Figure 7. Interleukin 11 (IL‐11)/extracellular signal‐regulated kinases 1 and 2 (ERK1/2)/P90 ribosomal S6 kinase (p90RSK) signaling mediated angiotensin II (Ang II)–induced profibrotic gene expression.

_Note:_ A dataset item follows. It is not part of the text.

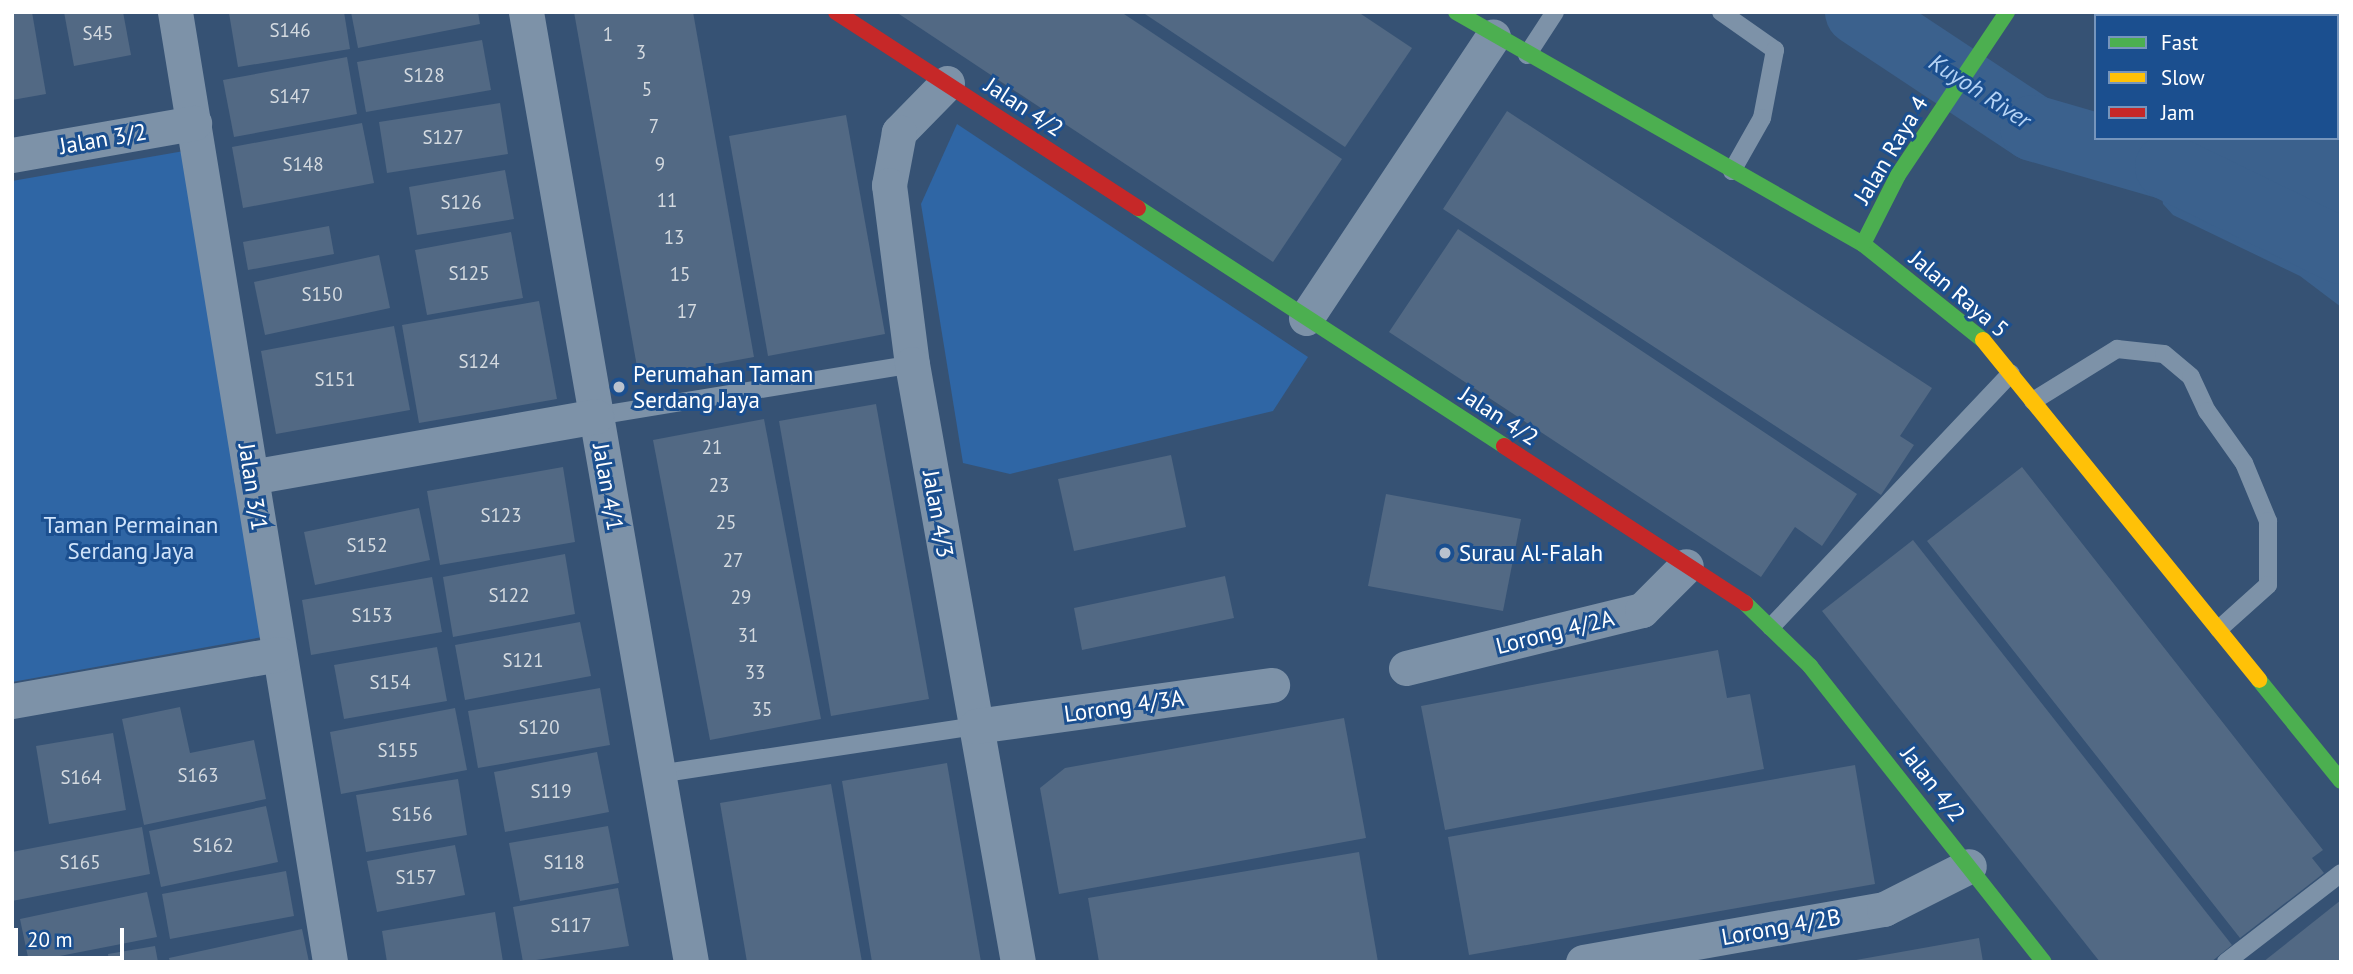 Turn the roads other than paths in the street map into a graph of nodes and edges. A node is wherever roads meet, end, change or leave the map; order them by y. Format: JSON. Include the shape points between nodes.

A, Adventitial fibroblasts (AFs) were incubated with IL‐11 neutralizing antibody 1 hour before Ang II 24‐hour treatment. The protein levels of collagen, type I, α 1 (COL1a1) (1.00‐, 1.19‐, 2.10‐, and 0.95‐fold), α‐smooth muscle actin (ACTA2) (1.00‐, 1.00‐, 1.49‐, and 0.97‐fold), and Krüppel‐like factor 15 (KLF15) (1.00‐, 0.87‐, 0.66‐, and 0.63‐fold) were measured by Western blotting. N=4. The right panel was the quantity of the Western blot. B, AFs were incubated with IL‐11 neutralizing antibody 1 hour before Ang II 24‐hour treatment. The mRNA levels of COL1a1 (1.00‐, 1.09‐, 1.40‐, and 1.52‐fold), ACTA2 (1.00‐, 0.91‐, 1.80‐, and 1.58‐fold), and KLF15 (1.00‐, 0.98‐, 0.37‐, and 0.51‐fold) were measured by quantitative reverse transcription–polymerase chain reaction. N=5. C, AFs were incubated with ribosomal S6 kinase inhibitor (CMK) (10 µmol/L) or ERK1/2 inhibitor (ERKi) (10 µmol/L) 1 hour before recombination mouse IL‐11 (rmIL‐11) (5 ng/mL) 24‐hour treatment. The protein levels of phosphorylated p90RSK (p‐p90RSK) (1.00‐, 2.10‐, 0.93‐, and 0.74‐fold), p90RSK, phosphorylated ERK1/2 (p‐ERK1/2) (1.00‐, 10.71‐, 10.89‐, and 2.53‐fold), and ERK1/2 were measured by Western blotting. N=4. The right panel was the quantity of the Western blot. D, AFs were incubated with dimethyl sulfoxide, CMK (10 µmol/L), or ERKi (10 µmol/L) 1 hour before PBS or rmIL‐11 (5 ng/mL) 24‐hour treatment. The protein levels of COL1a1 (1.00‐, 1.40‐, 0.68‐, and 0.79‐fold) and ACTA2 (1.00‐, 1.13‐, 0.89‐, and 0.95‐fold) were measured by Western blotting. N=4. The right panel was the quantity of the Western blot. CON indicates control. *P< 0.05, **P< 0.01, and ***P< 0.001.